The war came to Soweto along the railway line. On a cold winter morning in August a large party of Inkatha fighters massed on Inhlanzane railway station in Soweto and attacked the five thirty from Naledi as it pulled in, full of hungover commuters on their way to Johannesburg and young ANC militants swaying between the seats on their routine business of consciousness raising. The first reports coming through gave four dead; the next nine, but by then the dead were already lost in the growing figure for the township as a whole. It could have been worse, but no one was sure how many had been injured at the railway station, and injuries in this war of hacking and slicing and setting alight could be as bad as death.
By mid-morning, a few hours after the attack on the train, a large crowd of residents had massed outside the Jabulani single men’s hostel and another outside the hostel in Mapetla. Both places were isolated barracks for Zulu migrant workers deep in the enemy territory of Soweto. There were several such hostels; their occupants lived like a slave labour force, exclusively male, more than six hours’ drive from their kin, surrounded by the most sophisticated, criminal township culture in southern Africa. When Inkatha made trouble elsewhere, these occupants in Soweto were the objects of bad feeling. Today the trouble was right in the township, building up as the thick brown smog from the night fires started to lift.

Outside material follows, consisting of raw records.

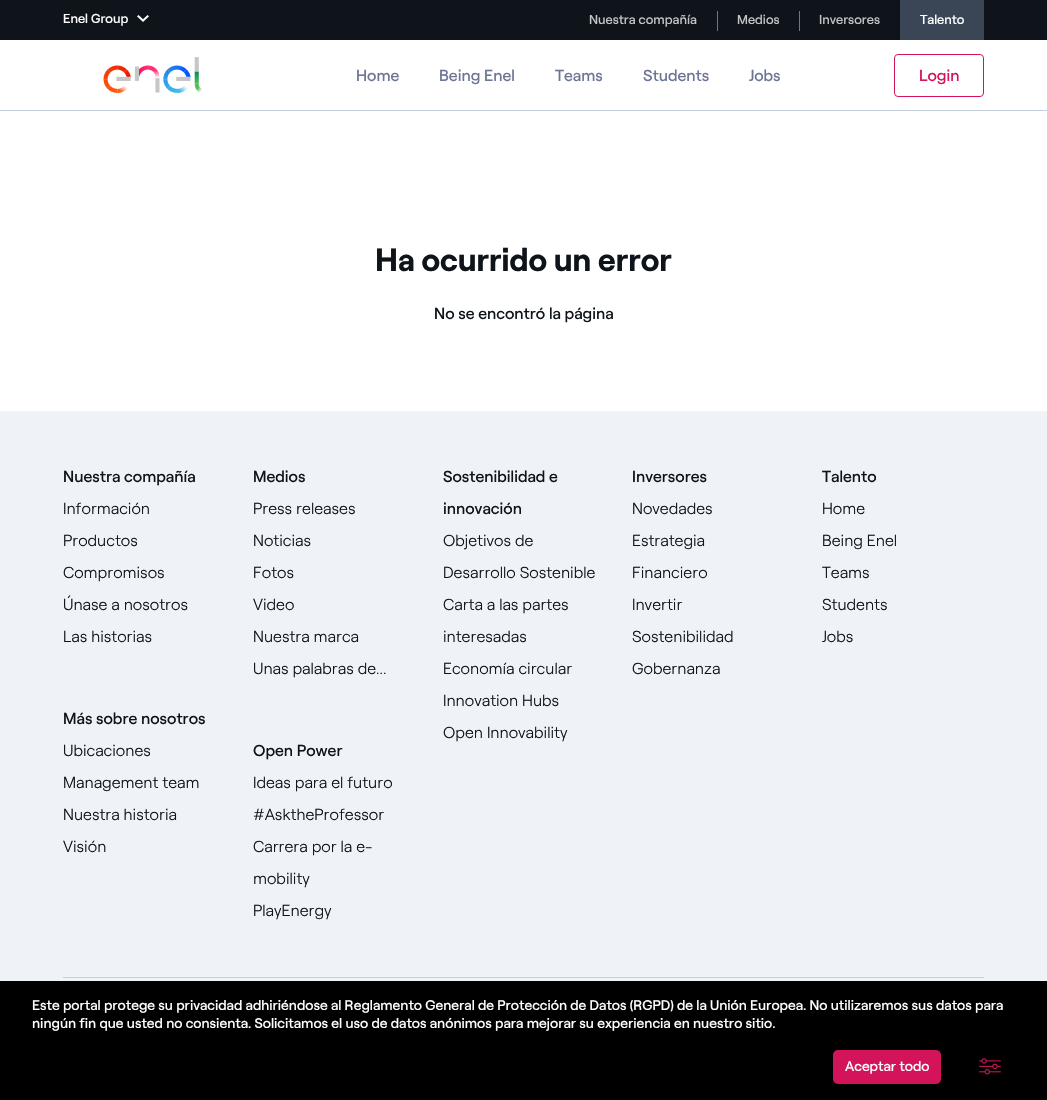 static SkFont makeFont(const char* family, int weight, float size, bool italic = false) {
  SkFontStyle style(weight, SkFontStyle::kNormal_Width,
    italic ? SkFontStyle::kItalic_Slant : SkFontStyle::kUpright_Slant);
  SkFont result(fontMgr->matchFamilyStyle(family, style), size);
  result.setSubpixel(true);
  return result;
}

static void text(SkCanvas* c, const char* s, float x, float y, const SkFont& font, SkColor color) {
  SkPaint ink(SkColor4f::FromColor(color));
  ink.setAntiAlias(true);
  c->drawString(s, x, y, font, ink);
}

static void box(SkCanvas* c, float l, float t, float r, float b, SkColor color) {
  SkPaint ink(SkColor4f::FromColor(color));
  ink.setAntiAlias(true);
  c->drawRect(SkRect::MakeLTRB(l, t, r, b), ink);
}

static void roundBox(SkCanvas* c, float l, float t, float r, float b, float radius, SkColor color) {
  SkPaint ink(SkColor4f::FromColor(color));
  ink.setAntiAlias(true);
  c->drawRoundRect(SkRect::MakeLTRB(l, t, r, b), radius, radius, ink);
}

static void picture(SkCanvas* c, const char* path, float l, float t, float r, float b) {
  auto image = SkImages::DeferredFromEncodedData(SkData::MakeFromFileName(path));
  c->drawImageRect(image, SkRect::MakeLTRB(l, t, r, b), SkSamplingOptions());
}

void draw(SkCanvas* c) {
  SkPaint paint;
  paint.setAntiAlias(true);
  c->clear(0xffffffff);
  box(c, 0, 110, 1047, 111, 0xffc2cddd);
  box(c, 0, 0, 1047, 40, 0xff0e141a);
  SkFont face1 = makeFont("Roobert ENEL", 400, 13);
  text(c, "Enel Group", 63, 23, face1, 0xffffffff);
  picture(c, "img_01.png", 137, 15, 149, 22);
  text(c, "Nuestra compañía", 589, 24, face1, 0xffc3c4c6);
  box(c, 717, 11, 718, 31, 0xff6b7594);
  text(c, "Medios", 737, 24, face1, 0xffc3c4c6);
  box(c, 799, 11, 800, 31, 0xff6b7594);
  text(c, "Inversores", 819, 24, face1, 0xffc3c4c6);
  box(c, 900, 0, 984, 40, 0xff3a4655);
  text(c, "Talento", 920, 24, face1, 0xffffffff);
  picture(c, "img_02.png", 103, 57, 202, 93);
  SkFont face2 = makeFont("Roobert ENEL", 400, 16);
  text(c, "Home", 356, 81, face2, 0xff6b7594);
  text(c, "Being Enel", 439, 81, face2, 0xff6b7594);
  text(c, "Teams", 555, 81, face2, 0xff6b7594);
  text(c, "Students", 643, 81, face2, 0xff6b7594);
  text(c, "Jobs", 749, 81, face2, 0xff6b7594);
  paint.setStyle(SkPaint::kStroke_Style);
  paint.setStrokeWidth(1);
  paint.setColor(0xffd3135a);
  c->drawRoundRect(SkRect::MakeLTRB(894.5f, 54.5f, 983.5f, 96.5f), 3.5f, 3.5f, paint);
  text(c, "Login", 919, 81, face2, 0xffd3135a);
  SkFont face3 = makeFont("Roobert ENEL", 700, 32);
  text(c, "Ha ocurrido un error", 375, 271, face3, 0xff0e141a);
  text(c, "No se encontró la página", 434, 319, face2, 0xff0e141a);
  box(c, 0, 411, 1047, 981, 0xffeff2f7);
  text(c, "Nuestra compañía", 63, 482, face2, 0xff0e141a);
  SkFont face4 = makeFont("Roobert ENEL", 300, 16);
  text(c, "Información", 63, 514, face4, 0xff0e141a);
  text(c, "Productos", 63, 546, face4, 0xff0e141a);
  text(c, "Compromisos", 63, 578, face4, 0xff0e141a);
  text(c, "Únase a nosotros", 63, 610, face4, 0xff0e141a);
  text(c, "Las historias", 63, 642, face4, 0xff0e141a);
  text(c, "Más sobre nosotros", 63, 724, face2, 0xff0e141a);
  text(c, "Ubicaciones", 63, 756, face4, 0xff0e141a);
  text(c, "Management team", 63, 788, face4, 0xff0e141a);
  text(c, "Nuestra historia", 63, 820, face4, 0xff0e141a);
  text(c, "Visión", 63, 852, face4, 0xff0e141a);
  text(c, "Medios", 253, 482, face2, 0xff0e141a);
  text(c, "Press releases", 253, 514, face4, 0xff0e141a);
  text(c, "Noticias", 253, 546, face4, 0xff0e141a);
  text(c, "Fotos", 253, 578, face4, 0xff0e141a);
  text(c, "Video", 253, 610, face4, 0xff0e141a);
  text(c, "Nuestra marca", 253, 642, face4, 0xff0e141a);
  text(c, "Unas palabras de...", 253, 674, face4, 0xff0e141a);
  text(c, "Open Power", 253, 756, face2, 0xff0e141a);
  text(c, "Ideas para el futuro", 253, 788, face4, 0xff0e141a);
  text(c, "#AsktheProfessor", 253, 820, face4, 0xff0e141a);
  text(c, "Carrera por la e-", 253, 852, face4, 0xff0e141a);
  text(c, "mobility", 253, 884, face4, 0xff0e141a);
  text(c, "PlayEnergy", 253, 916, face4, 0xff0e141a);
  text(c, "Sostenibilidad e", 443, 482, face2, 0xff0e141a);
  text(c, "innovación", 443, 514, face2, 0xff0e141a);
  text(c, "Objetivos de", 443, 546, face4, 0xff0e141a);
  text(c, "Desarrollo Sostenible", 443, 578, face4, 0xff0e141a);
  text(c, "Carta a las partes", 443, 610, face4, 0xff0e141a);
  text(c, "interesadas", 443, 642, face4, 0xff0e141a);
  text(c, "Economía circular", 443, 674, face4, 0xff0e141a);
  text(c, "Innovation Hubs", 443, 706, face4, 0xff0e141a);
  text(c, "Open Innovability", 443, 738, face4, 0xff0e141a);
  text(c, "Inversores", 632, 482, face2, 0xff0e141a);
  text(c, "Novedades", 632, 514, face4, 0xff0e141a);
  text(c, "Estrategia", 632, 546, face4, 0xff0e141a);
  text(c, "Financiero", 632, 578, face4, 0xff0e141a);
  text(c, "Invertir", 632, 610, face4, 0xff0e141a);
  text(c, "Sostenibilidad", 632, 642, face4, 0xff0e141a);
  text(c, "Gobernanza", 632, 674, face4, 0xff0e141a);
  text(c, "Talento", 822, 482, face2, 0xff0e141a);
  text(c, "Home", 822, 514, face4, 0xff0e141a);
  text(c, "Being Enel", 822, 546, face4, 0xff0e141a);
  text(c, "Teams", 822, 578, face4, 0xff0e141a);
  text(c, "Students", 822, 610, face4, 0xff0e141a);
  text(c, "Jobs", 822, 642, face4, 0xff0e141a);
  box(c, 63, 977, 984, 978, 0xffc2cddd);
  box(c, 0, 981, 1047, 1100, 0xff000000);
  SkFont face5 = makeFont("Roobert ENEL", 400, 14);
  text(c, "Este portal protege su privacidad adhiriéndose al Reglamento General de Protección de Datos (RGPD) de la Unión Europea. No utilizaremos sus datos para", 32, 1010, face5, 0xffffffff);
  text(c, "ningún fin que usted no consienta. Solicitamos el uso de datos anónimos para mejorar su experiencia en nuestro sitio.", 32, 1028, face5, 0xffffffff);
  roundBox(c, 833, 1050, 941, 1084, 5, 0xffd3135a);
  text(c, "Aceptar todo", 845, 1071, face5, 0xffffffff);
  picture(c, "img_03.png", 979, 1058, 1001, 1075);
}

My first stop was at the house of an acquaintance in Orlando East. Judo Mawisa was in the shebeen. A slight man in his forties with a damaged eye, he came padding out and up to the house and then led me across the township to the Jabulani hostel, near the railway station. As we approached, we encountered barricades put up by the township residents. There had been a clash between young residents and Inkatha but no one seemed certain of the outcome. People were preparing for the next round. A woman in her mid-forties launched a barrage of rhetoric against Inkatha for the benefit of a BBC reporter. She was an eloquent figure in a bright dress who evoked the virtues of the old Soweto. A crowd of younger women stood around, cheering her on. ‘The hostel system is a creation of apartheid,’ she said. ‘We must finish with apartheid for good.’ This was true; it was also a discreet way of saying that the hostels should be torched, and Inkatha with them. When the reporter had switched off his tape machine, she straightened her dress and the younger women applauded her.